»»

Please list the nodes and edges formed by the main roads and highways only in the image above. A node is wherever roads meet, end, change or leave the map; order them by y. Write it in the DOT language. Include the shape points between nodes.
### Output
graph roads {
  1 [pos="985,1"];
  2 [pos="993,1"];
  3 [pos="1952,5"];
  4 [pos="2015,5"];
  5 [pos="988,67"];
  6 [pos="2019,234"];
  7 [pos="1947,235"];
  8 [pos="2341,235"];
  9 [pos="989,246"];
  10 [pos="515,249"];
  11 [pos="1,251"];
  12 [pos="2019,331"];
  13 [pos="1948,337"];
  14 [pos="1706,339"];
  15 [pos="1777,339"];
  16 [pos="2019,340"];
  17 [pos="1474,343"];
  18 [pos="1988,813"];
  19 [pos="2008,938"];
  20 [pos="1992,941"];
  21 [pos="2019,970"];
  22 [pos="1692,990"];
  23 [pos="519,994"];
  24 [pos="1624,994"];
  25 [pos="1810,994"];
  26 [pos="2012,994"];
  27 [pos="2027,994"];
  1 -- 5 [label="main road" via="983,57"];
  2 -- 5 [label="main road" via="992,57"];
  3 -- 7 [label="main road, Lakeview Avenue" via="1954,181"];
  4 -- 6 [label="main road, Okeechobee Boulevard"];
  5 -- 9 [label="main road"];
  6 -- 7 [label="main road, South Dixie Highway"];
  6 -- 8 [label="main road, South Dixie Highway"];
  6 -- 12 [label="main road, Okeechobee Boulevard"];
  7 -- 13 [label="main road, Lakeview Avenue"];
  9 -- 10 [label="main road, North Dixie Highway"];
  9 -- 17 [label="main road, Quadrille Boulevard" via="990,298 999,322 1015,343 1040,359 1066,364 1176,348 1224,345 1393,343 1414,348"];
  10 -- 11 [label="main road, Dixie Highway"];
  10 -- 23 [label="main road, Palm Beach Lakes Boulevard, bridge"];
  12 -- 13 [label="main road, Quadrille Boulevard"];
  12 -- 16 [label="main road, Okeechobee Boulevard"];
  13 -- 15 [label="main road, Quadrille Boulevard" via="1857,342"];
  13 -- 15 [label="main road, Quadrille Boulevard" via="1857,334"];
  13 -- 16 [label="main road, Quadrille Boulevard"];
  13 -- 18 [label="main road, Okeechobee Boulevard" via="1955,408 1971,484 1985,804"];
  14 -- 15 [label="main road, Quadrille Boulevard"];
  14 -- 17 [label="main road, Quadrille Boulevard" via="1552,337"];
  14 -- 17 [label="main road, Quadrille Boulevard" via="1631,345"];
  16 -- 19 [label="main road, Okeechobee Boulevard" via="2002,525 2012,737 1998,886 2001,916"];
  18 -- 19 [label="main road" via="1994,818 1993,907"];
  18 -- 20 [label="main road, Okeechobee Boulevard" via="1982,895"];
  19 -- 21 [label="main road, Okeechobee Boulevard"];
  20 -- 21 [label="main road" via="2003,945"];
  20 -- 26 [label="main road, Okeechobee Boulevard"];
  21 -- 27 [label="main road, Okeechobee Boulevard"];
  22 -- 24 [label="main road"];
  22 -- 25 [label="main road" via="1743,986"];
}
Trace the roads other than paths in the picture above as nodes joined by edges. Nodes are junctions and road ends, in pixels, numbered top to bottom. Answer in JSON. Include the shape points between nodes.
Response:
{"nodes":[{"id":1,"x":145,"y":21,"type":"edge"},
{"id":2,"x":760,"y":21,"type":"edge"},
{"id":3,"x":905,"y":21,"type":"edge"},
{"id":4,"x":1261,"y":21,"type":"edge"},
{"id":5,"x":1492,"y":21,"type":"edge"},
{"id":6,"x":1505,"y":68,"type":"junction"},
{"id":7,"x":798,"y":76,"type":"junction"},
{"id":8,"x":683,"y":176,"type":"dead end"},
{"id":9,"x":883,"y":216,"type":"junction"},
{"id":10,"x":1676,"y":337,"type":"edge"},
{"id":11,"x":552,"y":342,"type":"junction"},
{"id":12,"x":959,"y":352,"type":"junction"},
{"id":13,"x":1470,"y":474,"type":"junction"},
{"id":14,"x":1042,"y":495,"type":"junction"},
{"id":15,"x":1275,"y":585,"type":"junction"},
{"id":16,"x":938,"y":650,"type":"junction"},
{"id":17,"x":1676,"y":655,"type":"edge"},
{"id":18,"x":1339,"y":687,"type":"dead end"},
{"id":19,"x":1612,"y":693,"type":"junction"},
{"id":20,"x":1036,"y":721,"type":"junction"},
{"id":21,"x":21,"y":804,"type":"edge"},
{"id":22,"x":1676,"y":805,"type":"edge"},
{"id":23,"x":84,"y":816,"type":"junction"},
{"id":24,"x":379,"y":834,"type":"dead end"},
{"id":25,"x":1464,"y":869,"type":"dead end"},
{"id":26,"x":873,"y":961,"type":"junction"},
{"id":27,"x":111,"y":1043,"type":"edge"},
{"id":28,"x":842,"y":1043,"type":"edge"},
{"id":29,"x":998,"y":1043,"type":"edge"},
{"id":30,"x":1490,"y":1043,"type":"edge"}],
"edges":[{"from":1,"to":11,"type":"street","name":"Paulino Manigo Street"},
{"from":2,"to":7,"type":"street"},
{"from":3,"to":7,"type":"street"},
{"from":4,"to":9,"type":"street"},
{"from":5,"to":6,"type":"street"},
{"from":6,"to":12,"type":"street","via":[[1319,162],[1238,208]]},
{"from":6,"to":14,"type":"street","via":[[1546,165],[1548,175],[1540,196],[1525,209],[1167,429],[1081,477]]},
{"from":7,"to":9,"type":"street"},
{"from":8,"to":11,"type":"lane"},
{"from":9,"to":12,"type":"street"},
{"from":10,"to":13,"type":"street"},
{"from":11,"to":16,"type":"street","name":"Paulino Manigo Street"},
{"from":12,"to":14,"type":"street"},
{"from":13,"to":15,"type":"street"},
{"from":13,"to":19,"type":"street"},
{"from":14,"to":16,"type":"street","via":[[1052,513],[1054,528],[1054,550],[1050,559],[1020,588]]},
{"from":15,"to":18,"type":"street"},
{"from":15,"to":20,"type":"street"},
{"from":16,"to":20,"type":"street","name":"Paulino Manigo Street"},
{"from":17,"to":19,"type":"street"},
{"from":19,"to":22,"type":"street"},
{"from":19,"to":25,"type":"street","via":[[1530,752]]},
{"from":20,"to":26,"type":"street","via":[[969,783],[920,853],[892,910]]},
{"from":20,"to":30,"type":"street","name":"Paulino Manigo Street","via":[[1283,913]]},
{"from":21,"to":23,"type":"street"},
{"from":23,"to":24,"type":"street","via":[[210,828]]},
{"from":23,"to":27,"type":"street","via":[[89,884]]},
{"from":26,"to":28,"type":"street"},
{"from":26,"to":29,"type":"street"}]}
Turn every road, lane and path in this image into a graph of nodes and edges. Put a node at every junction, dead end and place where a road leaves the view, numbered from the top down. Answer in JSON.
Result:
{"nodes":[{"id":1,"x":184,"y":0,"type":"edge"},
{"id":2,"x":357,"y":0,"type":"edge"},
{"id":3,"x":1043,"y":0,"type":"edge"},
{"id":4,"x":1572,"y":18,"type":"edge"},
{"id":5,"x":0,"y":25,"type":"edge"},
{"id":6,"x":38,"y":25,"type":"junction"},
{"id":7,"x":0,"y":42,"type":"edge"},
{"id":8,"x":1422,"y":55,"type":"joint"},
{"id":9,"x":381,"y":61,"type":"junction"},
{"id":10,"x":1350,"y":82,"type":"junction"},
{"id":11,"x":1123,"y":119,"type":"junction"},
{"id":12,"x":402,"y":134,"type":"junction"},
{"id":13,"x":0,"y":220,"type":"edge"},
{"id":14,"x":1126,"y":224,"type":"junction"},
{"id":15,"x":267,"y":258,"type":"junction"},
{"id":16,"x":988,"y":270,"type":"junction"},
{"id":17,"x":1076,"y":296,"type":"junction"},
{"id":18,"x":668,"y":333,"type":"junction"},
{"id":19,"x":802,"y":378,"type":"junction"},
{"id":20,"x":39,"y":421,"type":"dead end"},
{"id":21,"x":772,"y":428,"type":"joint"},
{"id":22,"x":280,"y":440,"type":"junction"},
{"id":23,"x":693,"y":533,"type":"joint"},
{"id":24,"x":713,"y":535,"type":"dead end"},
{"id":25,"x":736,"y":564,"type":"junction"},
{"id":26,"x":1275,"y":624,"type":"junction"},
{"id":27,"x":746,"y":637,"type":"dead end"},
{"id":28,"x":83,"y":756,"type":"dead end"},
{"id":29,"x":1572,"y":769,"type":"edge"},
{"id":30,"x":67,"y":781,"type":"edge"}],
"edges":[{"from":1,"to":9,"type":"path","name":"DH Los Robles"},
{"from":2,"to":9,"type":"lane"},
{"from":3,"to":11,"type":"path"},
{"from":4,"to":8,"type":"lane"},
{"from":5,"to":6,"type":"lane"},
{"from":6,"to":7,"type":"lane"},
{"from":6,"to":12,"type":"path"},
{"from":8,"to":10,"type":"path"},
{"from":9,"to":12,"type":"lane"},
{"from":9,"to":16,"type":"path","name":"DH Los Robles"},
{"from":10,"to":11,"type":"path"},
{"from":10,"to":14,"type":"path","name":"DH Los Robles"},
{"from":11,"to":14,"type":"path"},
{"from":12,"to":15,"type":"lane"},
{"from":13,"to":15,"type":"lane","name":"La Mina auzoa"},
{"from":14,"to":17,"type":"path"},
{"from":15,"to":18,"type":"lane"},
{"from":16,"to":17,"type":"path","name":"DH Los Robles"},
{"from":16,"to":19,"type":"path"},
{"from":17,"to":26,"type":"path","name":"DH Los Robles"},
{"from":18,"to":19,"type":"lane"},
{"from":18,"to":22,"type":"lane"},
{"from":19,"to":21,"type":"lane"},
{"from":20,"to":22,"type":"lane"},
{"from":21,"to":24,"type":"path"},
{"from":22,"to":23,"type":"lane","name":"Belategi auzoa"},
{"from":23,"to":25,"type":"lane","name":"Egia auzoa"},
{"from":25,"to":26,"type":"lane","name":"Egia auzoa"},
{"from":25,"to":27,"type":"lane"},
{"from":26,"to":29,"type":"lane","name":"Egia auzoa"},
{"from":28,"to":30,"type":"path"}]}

««

**TO DO**.
Take each line in the listing that has the word "points" and copy it.

**TASK RESPONSE**.
Please list the nodes and edges formed by the main roads and highways only in the image above. A node is wherever roads meet, end, change or leave the map; order them by y. Write it in the DOT language. Include the shape points between nodes.
Trace the roads other than paths in the picture above as nodes joined by edges. Nodes are junctions and road ends, in pixels, numbered top to bottom. Answer in JSON. Include the shape points between nodes.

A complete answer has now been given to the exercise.